Set down, please, exactly the lines below that run from the line with "Map reading. Give" to the line with "What data does", both lines included.

========================================

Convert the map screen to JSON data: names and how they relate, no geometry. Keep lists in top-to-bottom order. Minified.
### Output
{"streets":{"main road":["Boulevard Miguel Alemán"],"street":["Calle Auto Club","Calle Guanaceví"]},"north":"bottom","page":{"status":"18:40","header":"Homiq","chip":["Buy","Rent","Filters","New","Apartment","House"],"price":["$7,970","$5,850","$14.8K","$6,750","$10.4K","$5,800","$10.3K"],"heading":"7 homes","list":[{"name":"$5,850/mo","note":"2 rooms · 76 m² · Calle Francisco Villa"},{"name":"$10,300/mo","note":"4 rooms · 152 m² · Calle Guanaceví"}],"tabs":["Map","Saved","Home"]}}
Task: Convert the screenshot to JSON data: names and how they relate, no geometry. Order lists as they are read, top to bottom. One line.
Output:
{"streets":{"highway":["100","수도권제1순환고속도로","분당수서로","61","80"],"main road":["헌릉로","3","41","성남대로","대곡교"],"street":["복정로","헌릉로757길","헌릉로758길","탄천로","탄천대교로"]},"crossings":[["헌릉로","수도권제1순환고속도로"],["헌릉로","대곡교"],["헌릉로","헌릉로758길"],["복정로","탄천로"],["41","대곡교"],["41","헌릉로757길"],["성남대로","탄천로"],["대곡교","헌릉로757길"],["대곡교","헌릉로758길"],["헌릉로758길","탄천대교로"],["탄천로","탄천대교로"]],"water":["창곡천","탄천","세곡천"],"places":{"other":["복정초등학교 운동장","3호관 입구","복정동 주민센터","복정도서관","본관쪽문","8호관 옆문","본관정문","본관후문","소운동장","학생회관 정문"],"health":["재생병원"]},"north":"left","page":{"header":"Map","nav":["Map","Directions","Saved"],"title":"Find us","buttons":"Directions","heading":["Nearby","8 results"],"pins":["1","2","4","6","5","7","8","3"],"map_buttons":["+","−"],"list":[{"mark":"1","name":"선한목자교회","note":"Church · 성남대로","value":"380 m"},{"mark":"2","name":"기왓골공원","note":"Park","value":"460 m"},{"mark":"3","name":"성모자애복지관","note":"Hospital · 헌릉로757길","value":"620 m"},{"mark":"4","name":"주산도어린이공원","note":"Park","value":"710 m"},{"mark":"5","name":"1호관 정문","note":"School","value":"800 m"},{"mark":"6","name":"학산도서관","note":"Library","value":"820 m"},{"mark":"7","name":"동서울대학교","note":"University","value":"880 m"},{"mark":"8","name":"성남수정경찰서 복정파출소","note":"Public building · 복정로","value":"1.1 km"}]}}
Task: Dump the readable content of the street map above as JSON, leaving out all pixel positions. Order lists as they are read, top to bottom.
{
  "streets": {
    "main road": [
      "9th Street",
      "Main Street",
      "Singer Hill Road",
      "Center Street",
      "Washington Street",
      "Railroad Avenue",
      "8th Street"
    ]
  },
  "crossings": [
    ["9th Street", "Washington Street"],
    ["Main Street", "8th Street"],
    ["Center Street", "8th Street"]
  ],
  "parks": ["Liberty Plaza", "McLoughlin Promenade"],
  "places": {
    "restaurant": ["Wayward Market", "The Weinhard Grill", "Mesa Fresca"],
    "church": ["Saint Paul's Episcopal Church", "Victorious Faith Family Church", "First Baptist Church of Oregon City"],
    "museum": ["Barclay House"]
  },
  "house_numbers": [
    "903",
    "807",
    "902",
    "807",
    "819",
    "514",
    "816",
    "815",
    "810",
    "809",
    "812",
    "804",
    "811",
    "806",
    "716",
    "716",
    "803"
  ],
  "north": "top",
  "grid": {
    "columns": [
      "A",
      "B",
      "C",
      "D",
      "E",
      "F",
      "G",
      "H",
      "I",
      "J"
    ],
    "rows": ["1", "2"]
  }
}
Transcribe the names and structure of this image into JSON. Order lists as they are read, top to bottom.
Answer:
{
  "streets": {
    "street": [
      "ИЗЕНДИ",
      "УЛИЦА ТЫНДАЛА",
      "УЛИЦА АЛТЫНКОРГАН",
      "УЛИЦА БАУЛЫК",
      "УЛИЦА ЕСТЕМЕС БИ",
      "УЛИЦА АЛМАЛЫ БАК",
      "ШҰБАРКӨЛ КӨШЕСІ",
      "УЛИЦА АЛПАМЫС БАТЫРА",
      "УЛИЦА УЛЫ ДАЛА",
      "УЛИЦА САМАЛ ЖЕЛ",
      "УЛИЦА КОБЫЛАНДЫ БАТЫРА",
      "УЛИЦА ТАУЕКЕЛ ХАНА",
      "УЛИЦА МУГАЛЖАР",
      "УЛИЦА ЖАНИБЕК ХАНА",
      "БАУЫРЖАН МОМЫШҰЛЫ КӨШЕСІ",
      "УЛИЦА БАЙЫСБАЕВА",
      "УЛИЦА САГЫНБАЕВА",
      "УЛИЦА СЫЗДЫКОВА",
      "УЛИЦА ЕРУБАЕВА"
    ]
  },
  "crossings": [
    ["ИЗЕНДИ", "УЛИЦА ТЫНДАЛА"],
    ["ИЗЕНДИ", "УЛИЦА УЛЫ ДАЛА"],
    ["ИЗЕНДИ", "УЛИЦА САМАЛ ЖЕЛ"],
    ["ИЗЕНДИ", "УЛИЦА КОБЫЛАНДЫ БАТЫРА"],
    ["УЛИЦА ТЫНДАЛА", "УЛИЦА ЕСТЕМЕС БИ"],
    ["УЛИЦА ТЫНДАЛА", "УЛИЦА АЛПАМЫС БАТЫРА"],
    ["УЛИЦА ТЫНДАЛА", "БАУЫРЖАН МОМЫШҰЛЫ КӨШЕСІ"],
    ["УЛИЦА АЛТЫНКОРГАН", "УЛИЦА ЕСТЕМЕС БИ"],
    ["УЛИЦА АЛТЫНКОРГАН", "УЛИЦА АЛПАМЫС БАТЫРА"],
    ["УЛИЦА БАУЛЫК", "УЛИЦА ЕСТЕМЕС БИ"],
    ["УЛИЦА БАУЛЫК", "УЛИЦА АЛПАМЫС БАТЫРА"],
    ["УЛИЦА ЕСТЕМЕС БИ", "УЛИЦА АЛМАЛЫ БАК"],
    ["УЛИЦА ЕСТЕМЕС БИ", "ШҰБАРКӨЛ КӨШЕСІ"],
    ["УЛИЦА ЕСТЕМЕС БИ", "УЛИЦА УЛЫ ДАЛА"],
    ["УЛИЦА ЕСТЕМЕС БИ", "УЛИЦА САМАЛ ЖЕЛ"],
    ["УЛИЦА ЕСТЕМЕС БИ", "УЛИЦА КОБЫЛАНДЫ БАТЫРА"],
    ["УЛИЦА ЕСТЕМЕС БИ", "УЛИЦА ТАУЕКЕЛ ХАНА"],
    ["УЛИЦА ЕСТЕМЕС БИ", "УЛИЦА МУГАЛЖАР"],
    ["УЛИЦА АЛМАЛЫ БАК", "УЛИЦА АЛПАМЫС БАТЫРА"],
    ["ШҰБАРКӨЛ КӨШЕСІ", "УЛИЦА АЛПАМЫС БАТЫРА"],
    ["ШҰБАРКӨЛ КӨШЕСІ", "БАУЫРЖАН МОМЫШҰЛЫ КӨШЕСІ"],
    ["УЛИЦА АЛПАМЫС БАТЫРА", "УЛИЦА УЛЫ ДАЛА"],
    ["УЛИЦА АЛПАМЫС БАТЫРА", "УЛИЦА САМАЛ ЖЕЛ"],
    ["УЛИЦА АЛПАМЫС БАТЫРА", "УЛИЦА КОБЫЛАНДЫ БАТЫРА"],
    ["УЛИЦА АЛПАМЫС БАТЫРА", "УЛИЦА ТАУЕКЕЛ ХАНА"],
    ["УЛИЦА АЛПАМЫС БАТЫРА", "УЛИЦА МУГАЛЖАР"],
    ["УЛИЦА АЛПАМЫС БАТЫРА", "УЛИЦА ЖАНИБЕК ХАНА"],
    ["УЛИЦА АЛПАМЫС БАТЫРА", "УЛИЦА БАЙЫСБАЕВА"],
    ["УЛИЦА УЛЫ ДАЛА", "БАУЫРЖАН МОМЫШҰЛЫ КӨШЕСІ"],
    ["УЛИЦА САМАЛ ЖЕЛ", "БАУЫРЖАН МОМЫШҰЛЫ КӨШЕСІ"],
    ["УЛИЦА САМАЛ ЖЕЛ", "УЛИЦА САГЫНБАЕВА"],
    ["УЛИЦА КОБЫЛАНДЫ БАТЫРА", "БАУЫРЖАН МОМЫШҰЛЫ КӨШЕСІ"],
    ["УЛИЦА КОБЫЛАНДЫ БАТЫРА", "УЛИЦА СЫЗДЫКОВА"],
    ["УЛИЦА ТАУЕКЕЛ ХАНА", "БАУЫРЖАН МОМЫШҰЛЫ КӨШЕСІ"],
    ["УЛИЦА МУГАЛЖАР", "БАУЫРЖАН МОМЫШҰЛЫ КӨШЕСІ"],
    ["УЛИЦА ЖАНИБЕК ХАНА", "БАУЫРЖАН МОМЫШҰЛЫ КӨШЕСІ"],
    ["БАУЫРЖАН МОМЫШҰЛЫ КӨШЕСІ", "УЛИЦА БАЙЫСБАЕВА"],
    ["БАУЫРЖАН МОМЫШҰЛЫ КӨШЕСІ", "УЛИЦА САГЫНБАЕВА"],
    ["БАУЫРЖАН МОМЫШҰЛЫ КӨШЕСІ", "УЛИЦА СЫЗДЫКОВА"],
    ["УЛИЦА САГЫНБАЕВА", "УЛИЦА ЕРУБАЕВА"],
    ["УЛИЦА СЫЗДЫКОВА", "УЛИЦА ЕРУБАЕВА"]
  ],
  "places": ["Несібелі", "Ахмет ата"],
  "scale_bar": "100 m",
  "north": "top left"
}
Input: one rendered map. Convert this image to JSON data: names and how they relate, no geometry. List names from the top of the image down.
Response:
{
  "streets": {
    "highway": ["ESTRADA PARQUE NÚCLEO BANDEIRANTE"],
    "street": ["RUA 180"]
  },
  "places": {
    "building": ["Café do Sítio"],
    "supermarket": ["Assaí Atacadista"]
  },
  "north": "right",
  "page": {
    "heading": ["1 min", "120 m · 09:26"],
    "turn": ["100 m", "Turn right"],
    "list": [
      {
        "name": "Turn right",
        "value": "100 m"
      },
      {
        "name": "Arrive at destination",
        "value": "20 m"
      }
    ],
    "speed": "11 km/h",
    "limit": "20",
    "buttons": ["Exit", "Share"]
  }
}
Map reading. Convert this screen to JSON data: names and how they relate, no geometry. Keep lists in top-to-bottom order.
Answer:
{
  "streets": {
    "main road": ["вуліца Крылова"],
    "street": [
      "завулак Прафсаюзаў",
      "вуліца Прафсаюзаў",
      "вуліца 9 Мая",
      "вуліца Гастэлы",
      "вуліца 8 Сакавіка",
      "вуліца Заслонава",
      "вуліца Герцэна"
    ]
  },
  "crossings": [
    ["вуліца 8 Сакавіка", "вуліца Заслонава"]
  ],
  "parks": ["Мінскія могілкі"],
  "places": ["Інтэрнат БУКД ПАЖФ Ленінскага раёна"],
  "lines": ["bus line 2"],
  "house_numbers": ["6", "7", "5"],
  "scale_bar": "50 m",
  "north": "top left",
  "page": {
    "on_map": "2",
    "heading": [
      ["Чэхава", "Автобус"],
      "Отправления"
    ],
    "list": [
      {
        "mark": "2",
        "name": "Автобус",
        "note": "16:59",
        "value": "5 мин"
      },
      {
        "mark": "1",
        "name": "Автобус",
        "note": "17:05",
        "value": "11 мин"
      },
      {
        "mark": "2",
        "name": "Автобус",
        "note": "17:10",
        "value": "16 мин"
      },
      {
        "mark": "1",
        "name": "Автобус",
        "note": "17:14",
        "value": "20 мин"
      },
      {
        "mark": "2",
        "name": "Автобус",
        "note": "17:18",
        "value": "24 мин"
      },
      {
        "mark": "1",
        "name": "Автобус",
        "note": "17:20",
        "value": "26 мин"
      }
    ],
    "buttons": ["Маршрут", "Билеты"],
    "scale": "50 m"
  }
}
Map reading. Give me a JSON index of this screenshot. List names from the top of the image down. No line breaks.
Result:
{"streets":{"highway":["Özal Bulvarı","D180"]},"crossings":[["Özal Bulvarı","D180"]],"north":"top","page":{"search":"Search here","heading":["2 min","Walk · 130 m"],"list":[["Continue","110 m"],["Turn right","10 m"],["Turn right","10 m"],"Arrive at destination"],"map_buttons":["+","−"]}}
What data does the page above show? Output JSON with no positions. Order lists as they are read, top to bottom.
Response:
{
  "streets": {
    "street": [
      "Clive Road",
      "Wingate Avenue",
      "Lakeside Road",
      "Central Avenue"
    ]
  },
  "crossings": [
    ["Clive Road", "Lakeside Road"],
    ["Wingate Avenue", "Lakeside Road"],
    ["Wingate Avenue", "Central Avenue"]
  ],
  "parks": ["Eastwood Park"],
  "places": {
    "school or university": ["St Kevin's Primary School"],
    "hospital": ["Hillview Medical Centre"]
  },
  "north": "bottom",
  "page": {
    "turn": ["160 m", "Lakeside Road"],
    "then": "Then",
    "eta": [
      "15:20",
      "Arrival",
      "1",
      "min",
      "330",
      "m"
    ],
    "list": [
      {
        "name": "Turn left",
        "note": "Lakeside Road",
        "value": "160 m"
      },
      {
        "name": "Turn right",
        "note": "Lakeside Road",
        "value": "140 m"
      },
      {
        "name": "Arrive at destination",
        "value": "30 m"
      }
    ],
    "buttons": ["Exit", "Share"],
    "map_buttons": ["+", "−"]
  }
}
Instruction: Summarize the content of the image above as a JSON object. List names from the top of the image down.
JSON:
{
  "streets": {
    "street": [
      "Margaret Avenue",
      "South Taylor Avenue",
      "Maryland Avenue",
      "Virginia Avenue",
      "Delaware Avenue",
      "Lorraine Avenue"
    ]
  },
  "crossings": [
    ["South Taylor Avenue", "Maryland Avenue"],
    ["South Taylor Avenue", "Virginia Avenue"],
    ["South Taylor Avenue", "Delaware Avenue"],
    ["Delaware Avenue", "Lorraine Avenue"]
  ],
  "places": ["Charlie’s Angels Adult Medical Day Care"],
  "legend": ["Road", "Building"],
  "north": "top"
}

========================================

ANSWER SPACE:
Map reading. Give me a JSON index of this screenshot. List names from the top of the image down. No line breaks.
Result:
{"streets":{"highway":["Özal Bulvarı","D180"]},"crossings":[["Özal Bulvarı","D180"]],"north":"top","page":{"search":"Search here","heading":["2 min","Walk · 130 m"],"list":[["Continue","110 m"],["Turn right","10 m"],["Turn right","10 m"],"Arrive at destination"],"map_buttons":["+","−"]}}
What data does the page above show? Output JSON with no positions. Order lists as they are read, top to bottom.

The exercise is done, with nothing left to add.